I am finding that I am having to keep adjusting the way I live with the Fibro. I suppose much of that is because the Fibro has changed and has been affecting me differently over the last several months. For the time being, I don’t mind the ebb and flow – which is a good thing – but it remains to be seenhow long that remains true. For now, I shall continue on my slow journey, with occasional bursts of speed – not only in my lovely car!

Support Group, Anyone?

My lovely boy.

My lovely boy.

I think I have mentioned previously on here that I don’t read up on Fibromyalgia. When a new symptom appears, I make a quick search online to see if it is connected to Fibro. When I was first diagnosed I made the mistake of reading about it, but I very soon recognised the error of my ways. For many people, learning about their condition is an important and useful part of living with it. However, I find that I cope better if I don’t know. I’m the same when it comes to having any treatments. In fact, I am so bad that a consultant once operated on me, rather than carrying out the lesser [and more appropriate] treatment, because he knew I wouldn’t be able to cope with being awake and aware of what was going on! His was exactly the right course of action. I like to know the details after the event, not before.

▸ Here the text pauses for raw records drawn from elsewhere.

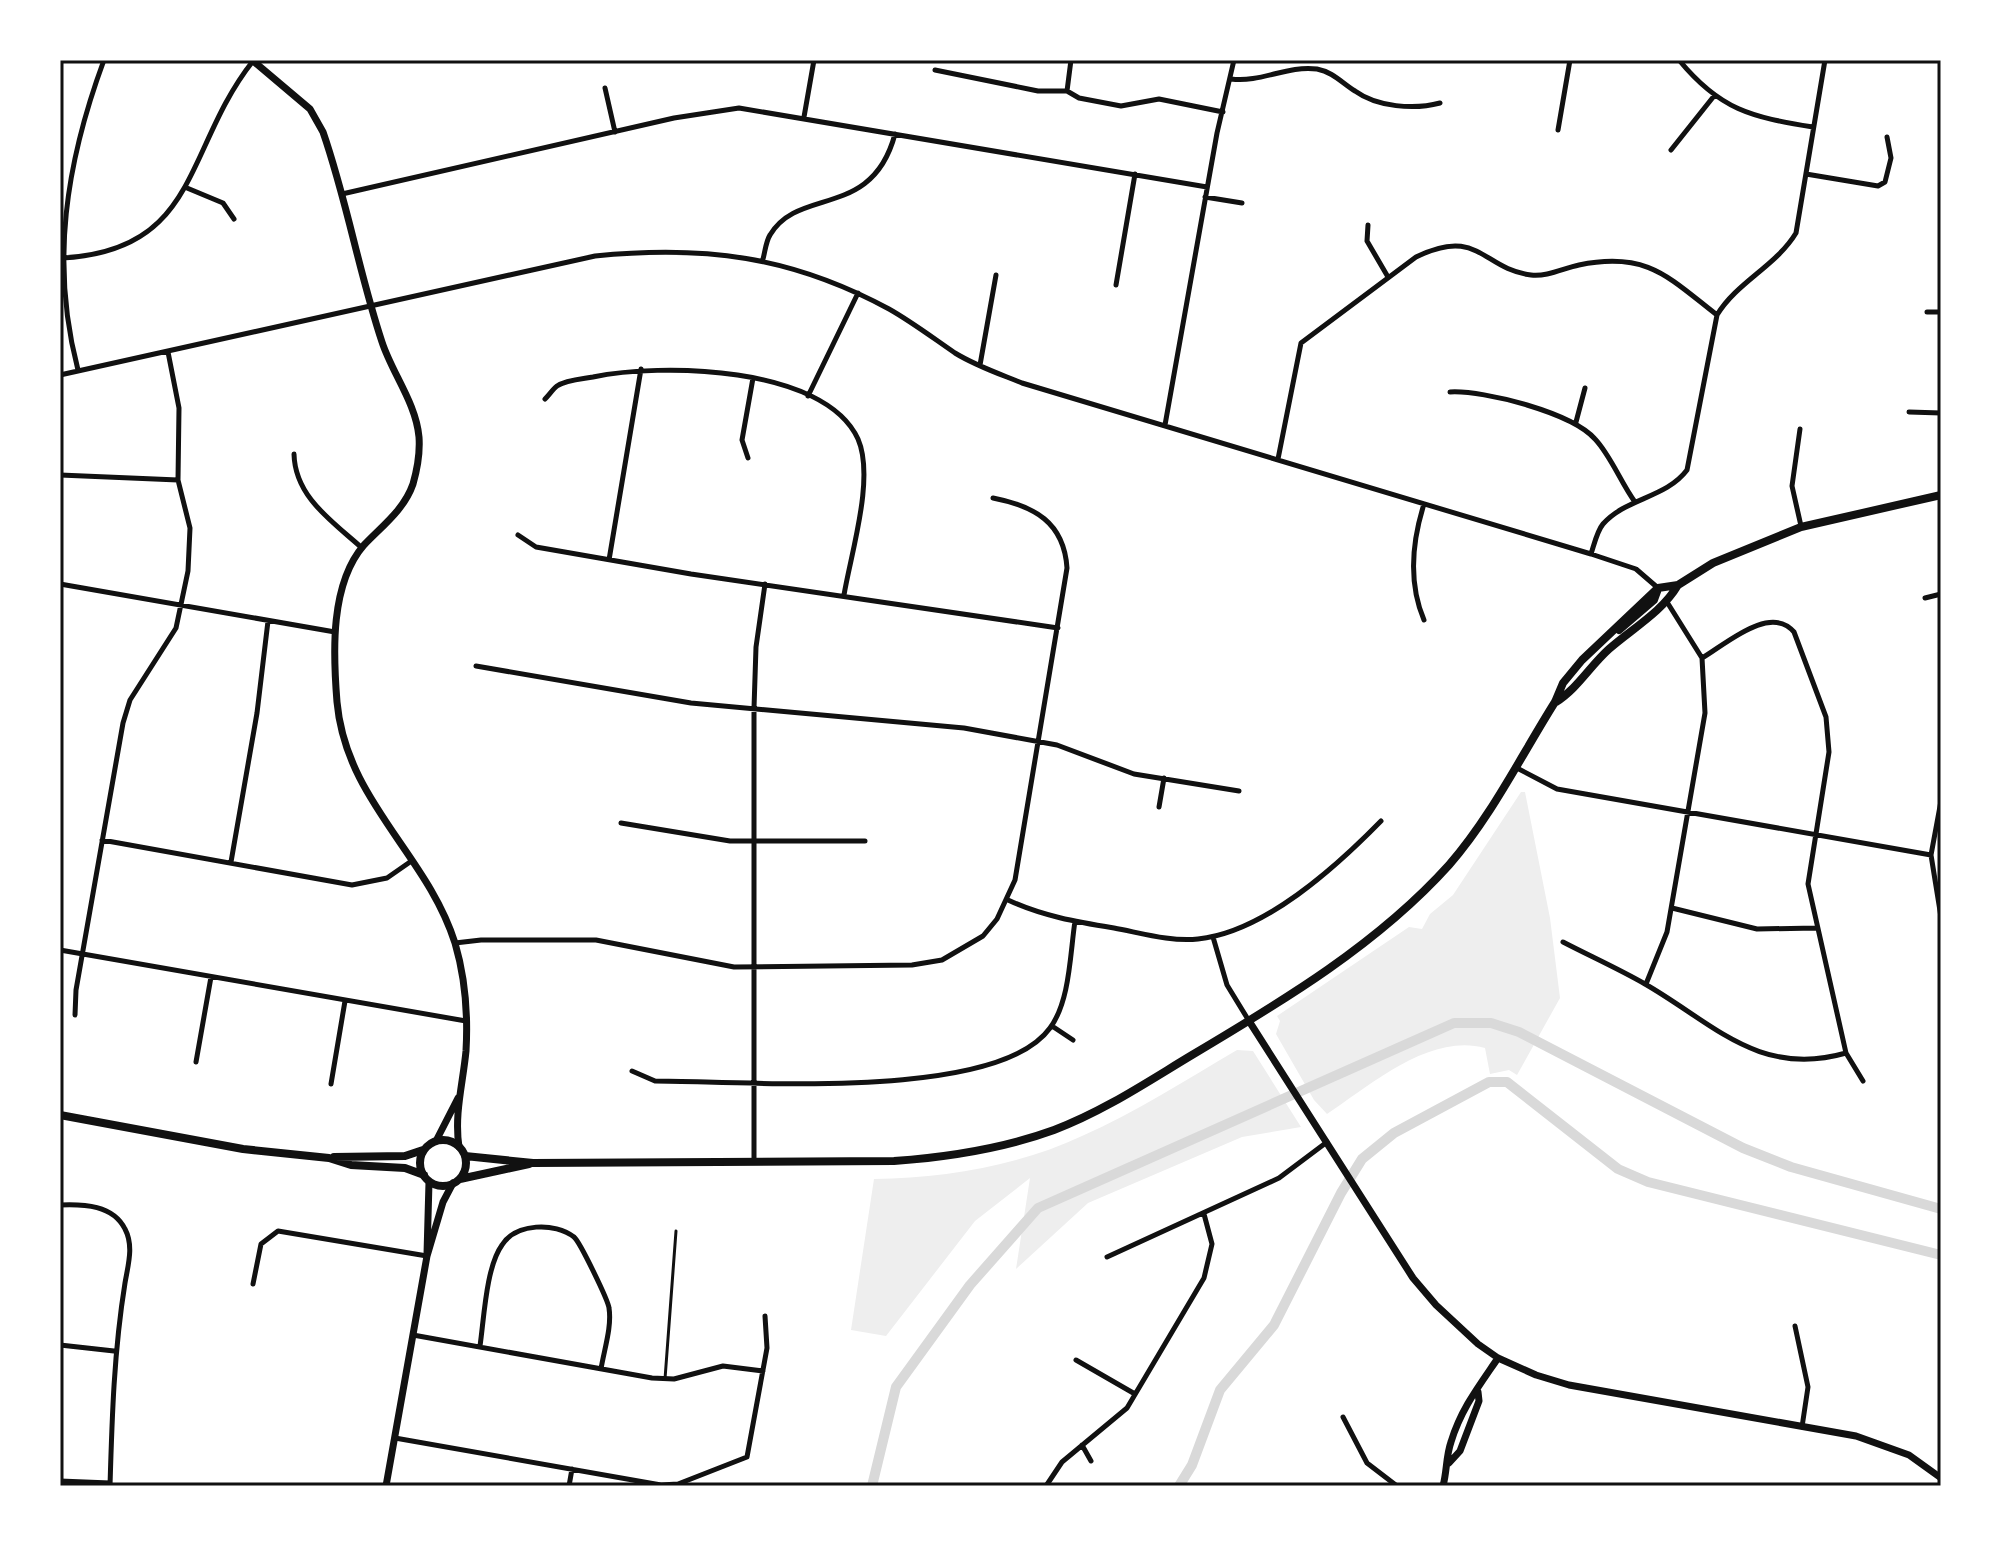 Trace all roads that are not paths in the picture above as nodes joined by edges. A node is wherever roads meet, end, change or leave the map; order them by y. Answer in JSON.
{"nodes":[{"id":1,"x":104,"y":60,"type":"edge"},
{"id":2,"x":253,"y":60,"type":"edge"},
{"id":3,"x":814,"y":60,"type":"edge"},
{"id":4,"x":1071,"y":60,"type":"edge"},
{"id":5,"x":1234,"y":60,"type":"edge"},
{"id":6,"x":1570,"y":60,"type":"edge"},
{"id":7,"x":1679,"y":60,"type":"edge"},
{"id":8,"x":1825,"y":60,"type":"edge"},
{"id":9,"x":935,"y":70,"type":"dead end"},
{"id":10,"x":1231,"y":79,"type":"junction"},
{"id":11,"x":605,"y":88,"type":"dead end"},
{"id":12,"x":1067,"y":91,"type":"junction"},
{"id":13,"x":1714,"y":96,"type":"junction"},
{"id":14,"x":1440,"y":103,"type":"dead end"},
{"id":15,"x":1223,"y":112,"type":"junction"},
{"id":16,"x":804,"y":117,"type":"junction"},
{"id":17,"x":1813,"y":127,"type":"junction"},
{"id":18,"x":1558,"y":130,"type":"dead end"},
{"id":19,"x":615,"y":132,"type":"junction"},
{"id":20,"x":895,"y":133,"type":"junction"},
{"id":21,"x":1887,"y":137,"type":"dead end"},
{"id":22,"x":1671,"y":150,"type":"dead end"},
{"id":23,"x":1135,"y":174,"type":"junction"},
{"id":24,"x":1806,"y":174,"type":"junction"},
{"id":25,"x":1207,"y":187,"type":"junction"},
{"id":26,"x":187,"y":188,"type":"junction"},
{"id":27,"x":341,"y":194,"type":"junction"},
{"id":28,"x":1205,"y":197,"type":"junction"},
{"id":29,"x":1242,"y":203,"type":"dead end"},
{"id":30,"x":234,"y":219,"type":"dead end"},
{"id":31,"x":1368,"y":225,"type":"dead end"},
{"id":32,"x":62,"y":258,"type":"junction"},
{"id":33,"x":763,"y":259,"type":"junction"},
{"id":34,"x":996,"y":275,"type":"dead end"},
{"id":35,"x":1388,"y":277,"type":"junction"},
{"id":36,"x":1116,"y":285,"type":"dead end"},
{"id":37,"x":858,"y":293,"type":"junction"},
{"id":38,"x":371,"y":307,"type":"junction"},
{"id":39,"x":1927,"y":312,"type":"dead end"},
{"id":40,"x":1941,"y":312,"type":"edge"},
{"id":41,"x":1717,"y":315,"type":"junction"},
{"id":42,"x":168,"y":352,"type":"junction"},
{"id":43,"x":980,"y":365,"type":"junction"},
{"id":44,"x":641,"y":369,"type":"junction"},
{"id":45,"x":78,"y":370,"type":"junction"},
{"id":46,"x":60,"y":375,"type":"edge"},
{"id":47,"x":753,"y":378,"type":"junction"},
{"id":48,"x":1585,"y":388,"type":"dead end"},
{"id":49,"x":1450,"y":392,"type":"dead end"},
{"id":50,"x":808,"y":396,"type":"junction"},
{"id":51,"x":545,"y":399,"type":"dead end"},
{"id":52,"x":1909,"y":412,"type":"dead end"},
{"id":53,"x":1941,"y":413,"type":"edge"},
{"id":54,"x":1576,"y":422,"type":"junction"},
{"id":55,"x":1165,"y":425,"type":"junction"},
{"id":56,"x":1800,"y":429,"type":"dead end"},
{"id":57,"x":294,"y":454,"type":"dead end"},
{"id":58,"x":748,"y":458,"type":"dead end"},
{"id":59,"x":1278,"y":459,"type":"junction"},
{"id":60,"x":60,"y":475,"type":"edge"},
{"id":61,"x":178,"y":480,"type":"junction"},
{"id":62,"x":1941,"y":495,"type":"edge"},
{"id":63,"x":993,"y":498,"type":"dead end"},
{"id":64,"x":1635,"y":502,"type":"junction"},
{"id":65,"x":1424,"y":504,"type":"junction"},
{"id":66,"x":1801,"y":527,"type":"junction"},
{"id":67,"x":518,"y":535,"type":"dead end"},
{"id":68,"x":362,"y":548,"type":"junction"},
{"id":69,"x":1591,"y":554,"type":"junction"},
{"id":70,"x":609,"y":560,"type":"junction"},
{"id":71,"x":60,"y":584,"type":"edge"},
{"id":72,"x":765,"y":584,"type":"junction"},
{"id":73,"x":1678,"y":585,"type":"junction"},
{"id":74,"x":1658,"y":588,"type":"junction"},
{"id":75,"x":1941,"y":594,"type":"edge"},
{"id":76,"x":844,"y":595,"type":"junction"},
{"id":77,"x":1925,"y":598,"type":"dead end"},
{"id":78,"x":1667,"y":602,"type":"junction"},
{"id":79,"x":182,"y":606,"type":"junction"},
{"id":80,"x":1424,"y":620,"type":"dead end"},
{"id":81,"x":268,"y":621,"type":"junction"},
{"id":82,"x":1058,"y":628,"type":"junction"},
{"id":83,"x":336,"y":632,"type":"junction"},
{"id":84,"x":1702,"y":658,"type":"junction"},
{"id":85,"x":476,"y":666,"type":"dead end"},
{"id":86,"x":1567,"y":695,"type":"junction"},
{"id":87,"x":1555,"y":702,"type":"junction"},
{"id":88,"x":754,"y":708,"type":"junction"},
{"id":89,"x":1039,"y":741,"type":"junction"},
{"id":90,"x":1514,"y":767,"type":"junction"},
{"id":91,"x":1164,"y":778,"type":"junction"},
{"id":92,"x":1239,"y":791,"type":"dead end"},
{"id":93,"x":1941,"y":801,"type":"edge"},
{"id":94,"x":1159,"y":807,"type":"dead end"},
{"id":95,"x":1687,"y":812,"type":"junction"},
{"id":96,"x":1381,"y":821,"type":"dead end"},
{"id":97,"x":621,"y":823,"type":"dead end"},
{"id":98,"x":1815,"y":834,"type":"junction"},
{"id":99,"x":102,"y":840,"type":"junction"},
{"id":100,"x":865,"y":841,"type":"dead end"},
{"id":101,"x":755,"y":842,"type":"junction"},
{"id":102,"x":1931,"y":855,"type":"junction"},
{"id":103,"x":231,"y":862,"type":"junction"},
{"id":104,"x":410,"y":862,"type":"junction"},
{"id":105,"x":1008,"y":900,"type":"junction"},
{"id":106,"x":1672,"y":908,"type":"junction"},
{"id":107,"x":1941,"y":917,"type":"edge"},
{"id":108,"x":1075,"y":921,"type":"junction"},
{"id":109,"x":1816,"y":928,"type":"junction"},
{"id":110,"x":1213,"y":937,"type":"junction"},
{"id":111,"x":1563,"y":942,"type":"dead end"},
{"id":112,"x":455,"y":943,"type":"junction"},
{"id":113,"x":60,"y":950,"type":"edge"},
{"id":114,"x":82,"y":955,"type":"junction"},
{"id":115,"x":754,"y":967,"type":"junction"},
{"id":116,"x":211,"y":977,"type":"junction"},
{"id":117,"x":1646,"y":984,"type":"junction"},
{"id":118,"x":345,"y":1001,"type":"junction"},
{"id":119,"x":75,"y":1015,"type":"dead end"},
{"id":120,"x":466,"y":1021,"type":"junction"},
{"id":121,"x":1249,"y":1021,"type":"junction"},
{"id":122,"x":1052,"y":1026,"type":"junction"},
{"id":123,"x":1073,"y":1040,"type":"dead end"},
{"id":124,"x":1846,"y":1053,"type":"junction"},
{"id":125,"x":196,"y":1062,"type":"dead end"},
{"id":126,"x":632,"y":1071,"type":"dead end"},
{"id":127,"x":755,"y":1081,"type":"junction"},
{"id":128,"x":1863,"y":1081,"type":"dead end"},
{"id":129,"x":331,"y":1084,"type":"dead end"},
{"id":130,"x":459,"y":1096,"type":"junction"},
{"id":131,"x":60,"y":1115,"type":"edge"},
{"id":132,"x":436,"y":1141,"type":"junction"},
{"id":133,"x":1327,"y":1142,"type":"junction"},
{"id":134,"x":459,"y":1147,"type":"junction"},
{"id":135,"x":424,"y":1150,"type":"junction"},
{"id":136,"x":465,"y":1156,"type":"junction"},
{"id":137,"x":329,"y":1158,"type":"junction"},
{"id":138,"x":754,"y":1161,"type":"junction"},
{"id":139,"x":533,"y":1163,"type":"junction"},
{"id":140,"x":427,"y":1179,"type":"junction"},
{"id":141,"x":456,"y":1181,"type":"junction"},
{"id":142,"x":60,"y":1205,"type":"edge"},
{"id":143,"x":1204,"y":1214,"type":"junction"},
{"id":144,"x":676,"y":1231,"type":"dead end"},
{"id":145,"x":427,"y":1256,"type":"junction"},
{"id":146,"x":1107,"y":1257,"type":"dead end"},
{"id":147,"x":253,"y":1284,"type":"dead end"},
{"id":148,"x":765,"y":1316,"type":"dead end"},
{"id":149,"x":1795,"y":1326,"type":"dead end"},
{"id":150,"x":413,"y":1335,"type":"junction"},
{"id":151,"x":60,"y":1345,"type":"edge"},
{"id":152,"x":480,"y":1346,"type":"junction"},
{"id":153,"x":114,"y":1351,"type":"junction"},
{"id":154,"x":1498,"y":1358,"type":"junction"},
{"id":155,"x":1076,"y":1360,"type":"dead end"},
{"id":156,"x":601,"y":1369,"type":"junction"},
{"id":157,"x":763,"y":1371,"type":"junction"},
{"id":158,"x":665,"y":1379,"type":"junction"},
{"id":159,"x":1135,"y":1394,"type":"junction"},
{"id":160,"x":1343,"y":1417,"type":"dead end"},
{"id":161,"x":1802,"y":1427,"type":"junction"},
{"id":162,"x":395,"y":1438,"type":"junction"},
{"id":163,"x":1082,"y":1445,"type":"junction"},
{"id":164,"x":1091,"y":1461,"type":"dead end"},
{"id":165,"x":572,"y":1469,"type":"junction"},
{"id":166,"x":1941,"y":1478,"type":"edge"},
{"id":167,"x":60,"y":1481,"type":"edge"},
{"id":168,"x":110,"y":1484,"type":"edge"},
{"id":169,"x":386,"y":1486,"type":"edge"},
{"id":170,"x":569,"y":1486,"type":"edge"},
{"id":171,"x":1046,"y":1486,"type":"edge"},
{"id":172,"x":1397,"y":1486,"type":"edge"},
{"id":173,"x":1443,"y":1486,"type":"edge"}],
"edges":[{"from":1,"to":32,"type":"street"},
{"from":2,"to":26,"type":"street"},
{"from":2,"to":27,"type":"street"},
{"from":3,"to":16,"type":"street"},
{"from":4,"to":12,"type":"street"},
{"from":5,"to":10,"type":"street"},
{"from":6,"to":18,"type":"street"},
{"from":7,"to":13,"type":"street"},
{"from":8,"to":17,"type":"street"},
{"from":9,"to":12,"type":"street"},
{"from":10,"to":14,"type":"street"},
{"from":10,"to":15,"type":"street"},
{"from":11,"to":19,"type":"street"},
{"from":12,"to":15,"type":"street"},
{"from":13,"to":17,"type":"street"},
{"from":13,"to":22,"type":"street"},
{"from":15,"to":25,"type":"street"},
{"from":16,"to":19,"type":"street"},
{"from":16,"to":20,"type":"street"},
{"from":17,"to":24,"type":"street"},
{"from":19,"to":27,"type":"street"},
{"from":20,"to":23,"type":"street"},
{"from":20,"to":33,"type":"street"},
{"from":21,"to":24,"type":"street"},
{"from":23,"to":25,"type":"street"},
{"from":23,"to":36,"type":"street"},
{"from":24,"to":41,"type":"street"},
{"from":25,"to":28,"type":"street"},
{"from":26,"to":30,"type":"street"},
{"from":26,"to":32,"type":"street"},
{"from":27,"to":38,"type":"street"},
{"from":28,"to":29,"type":"street"},
{"from":28,"to":55,"type":"street"},
{"from":31,"to":35,"type":"street"},
{"from":32,"to":45,"type":"street"},
{"from":33,"to":37,"type":"street"},
{"from":33,"to":38,"type":"street"},
{"from":34,"to":43,"type":"street"},
{"from":35,"to":41,"type":"street"},
{"from":35,"to":59,"type":"street"},
{"from":37,"to":43,"type":"street"},
{"from":37,"to":50,"type":"street"},
{"from":38,"to":42,"type":"street"},
{"from":38,"to":68,"type":"street"},
{"from":39,"to":40,"type":"street"},
{"from":41,"to":64,"type":"street"},
{"from":42,"to":45,"type":"street"},
{"from":42,"to":61,"type":"street"},
{"from":43,"to":55,"type":"street"},
{"from":44,"to":47,"type":"street"},
{"from":44,"to":51,"type":"street"},
{"from":44,"to":70,"type":"street"},
{"from":45,"to":46,"type":"street"},
{"from":47,"to":50,"type":"street"},
{"from":47,"to":58,"type":"street"},
{"from":48,"to":54,"type":"street"},
{"from":49,"to":54,"type":"street"},
{"from":50,"to":76,"type":"street"},
{"from":52,"to":53,"type":"street"},
{"from":54,"to":64,"type":"street"},
{"from":55,"to":59,"type":"street"},
{"from":56,"to":66,"type":"street"},
{"from":57,"to":68,"type":"street"},
{"from":59,"to":65,"type":"street"},
{"from":60,"to":61,"type":"street"},
{"from":61,"to":79,"type":"street"},
{"from":62,"to":66,"type":"main road"},
{"from":63,"to":82,"type":"street"},
{"from":64,"to":69,"type":"street"},
{"from":65,"to":69,"type":"street"},
{"from":65,"to":80,"type":"street"},
{"from":66,"to":73,"type":"main road"},
{"from":67,"to":70,"type":"street"},
{"from":68,"to":83,"type":"street"},
{"from":69,"to":74,"type":"street"},
{"from":70,"to":72,"type":"street"},
{"from":71,"to":79,"type":"street"},
{"from":72,"to":76,"type":"street"},
{"from":72,"to":88,"type":"street"},
{"from":73,"to":74,"type":"main road"},
{"from":73,"to":78,"type":"main road"},
{"from":74,"to":78,"type":"street"},
{"from":74,"to":86,"type":"main road"},
{"from":74,"to":87,"type":"main road"},
{"from":75,"to":77,"type":"street"},
{"from":76,"to":82,"type":"street"},
{"from":78,"to":84,"type":"street"},
{"from":78,"to":86,"type":"main road"},
{"from":79,"to":81,"type":"street"},
{"from":79,"to":99,"type":"street"},
{"from":81,"to":83,"type":"street"},
{"from":81,"to":103,"type":"street"},
{"from":82,"to":89,"type":"street"},
{"from":83,"to":104,"type":"street"},
{"from":84,"to":95,"type":"street"},
{"from":84,"to":98,"type":"street"},
{"from":85,"to":88,"type":"street"},
{"from":86,"to":87,"type":"main road"},
{"from":87,"to":90,"type":"main road"},
{"from":88,"to":89,"type":"street"},
{"from":88,"to":101,"type":"street"},
{"from":89,"to":91,"type":"street"},
{"from":89,"to":105,"type":"street"},
{"from":90,"to":95,"type":"street"},
{"from":90,"to":121,"type":"main road"},
{"from":91,"to":92,"type":"street"},
{"from":91,"to":94,"type":"street"},
{"from":93,"to":102,"type":"street"},
{"from":95,"to":98,"type":"street"},
{"from":95,"to":106,"type":"street"},
{"from":96,"to":110,"type":"street"},
{"from":97,"to":101,"type":"street"},
{"from":98,"to":102,"type":"street"},
{"from":98,"to":109,"type":"street"},
{"from":99,"to":103,"type":"street"},
{"from":99,"to":114,"type":"street"},
{"from":100,"to":101,"type":"street"},
{"from":101,"to":115,"type":"street"},
{"from":102,"to":107,"type":"street"},
{"from":103,"to":104,"type":"street"},
{"from":104,"to":112,"type":"street"},
{"from":105,"to":108,"type":"street"},
{"from":105,"to":115,"type":"street"},
{"from":106,"to":109,"type":"street"},
{"from":106,"to":117,"type":"street"},
{"from":108,"to":110,"type":"street"},
{"from":108,"to":122,"type":"street"},
{"from":109,"to":124,"type":"street"},
{"from":110,"to":121,"type":"street"},
{"from":111,"to":117,"type":"street"},
{"from":112,"to":115,"type":"street"},
{"from":112,"to":120,"type":"street"},
{"from":113,"to":114,"type":"street"},
{"from":114,"to":116,"type":"street"},
{"from":114,"to":119,"type":"street"},
{"from":115,"to":127,"type":"street"},
{"from":116,"to":118,"type":"street"},
{"from":116,"to":125,"type":"street"},
{"from":117,"to":124,"type":"street"},
{"from":118,"to":120,"type":"street"},
{"from":118,"to":129,"type":"street"},
{"from":120,"to":130,"type":"street"},
{"from":121,"to":133,"type":"street"},
{"from":121,"to":138,"type":"main road"},
{"from":122,"to":123,"type":"street"},
{"from":122,"to":127,"type":"street"},
{"from":124,"to":128,"type":"street"},
{"from":126,"to":127,"type":"street"},
{"from":127,"to":138,"type":"street"},
{"from":130,"to":132,"type":"street"},
{"from":130,"to":134,"type":"street"},
{"from":131,"to":137,"type":"main road"},
{"from":132,"to":134,"type":"main road"},
{"from":132,"to":135,"type":"main road"},
{"from":133,"to":143,"type":"street"},
{"from":133,"to":154,"type":"street"},
{"from":134,"to":136,"type":"main road"},
{"from":135,"to":137,"type":"main road"},
{"from":135,"to":140,"type":"main road"},
{"from":136,"to":139,"type":"main road"},
{"from":136,"to":141,"type":"main road"},
{"from":137,"to":140,"type":"main road"},
{"from":138,"to":139,"type":"main road"},
{"from":139,"to":141,"type":"main road"},
{"from":140,"to":141,"type":"main road"},
{"from":140,"to":145,"type":"street"},
{"from":141,"to":145,"type":"street"},
{"from":142,"to":153,"type":"street"},
{"from":143,"to":146,"type":"street"},
{"from":143,"to":159,"type":"street"},
{"from":144,"to":158,"type":"lane"},
{"from":145,"to":147,"type":"street"},
{"from":145,"to":150,"type":"street"},
{"from":148,"to":157,"type":"street"},
{"from":149,"to":161,"type":"street"},
{"from":150,"to":152,"type":"street"},
{"from":150,"to":162,"type":"street"},
{"from":151,"to":153,"type":"street"},
{"from":152,"to":156,"type":"street"},
{"from":152,"to":156,"type":"street"},
{"from":153,"to":168,"type":"street"},
{"from":154,"to":161,"type":"street"},
{"from":154,"to":173,"type":"street"},
{"from":155,"to":159,"type":"street"},
{"from":156,"to":158,"type":"street"},
{"from":157,"to":158,"type":"street"},
{"from":157,"to":165,"type":"street"},
{"from":159,"to":163,"type":"street"},
{"from":160,"to":172,"type":"street"},
{"from":161,"to":166,"type":"street"},
{"from":162,"to":165,"type":"street"},
{"from":162,"to":169,"type":"street"},
{"from":163,"to":164,"type":"street"},
{"from":163,"to":171,"type":"street"},
{"from":165,"to":170,"type":"street"},
{"from":167,"to":168,"type":"street"}]}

Anyway, when I was diagnosed with Fibro, as well as reading about it, I joined a few support groups on Facebook. One year on, I am thinking of leaving those that I haven’t already ceased to be part of. Let me say at this point that, in general, I think support groups can be a marvellous thing but, for me, when it comes to Fibro, they are not really helping. Allow me to explain why.

You will have noticed that I don’t tend to have much pain associated with my Fibro. I have several other symptoms that cause difficulties for me, but pain is not one of them. However, pain is what most people equate with Fibro. Usually, if I tell someone I have Fibro, if they have any knowledge at all about the condition, they make the immediate assumption that I suffer a lot of pain. This seems to hold true within support groups, also. It feels to me, that many people with Fibro, will not believe that someone has Fibro if they don’t have the pain associated with it. It’s almost as though they are wishing the pain upon people! Not only that, but often, people who do have pain can come across as quite aggressive in the way that they speak. Some of the posts I have read in a couple of the Facebook groups are quite unpleasant. Now, I know that being in pain can cause anyone to be short-tempered, but it doesn’t excuse the nasty comments that I have seen in what is supposed to be a support group.

I have seen the phrase “Fibro Warrior” used to describe people living with Fibro. OK, be a warrior if you want to, but please remember that the ‘enemy’ is Fibromyalgia, not your fellow sufferers!

I know that I am not the only person who has noticed this phenomenon as within the last couple of weeks someone else mentioned it in a post that we were both responding to. Indeed, within just the past few days, I have seen a woman being verbally attacked by another member of a particular support group because she goes to work. The assumption of some people with Fibro seems to be that no-one with Fibro is able to work: they seem to forget that everyone’s experience of Fibromyalgia is different. That difference is not wrong, it’s just different.

As for the support groups, I haven’t yet made a definite decision about whether to stay or to leave. I shall probably just go with the status quo, for the time being.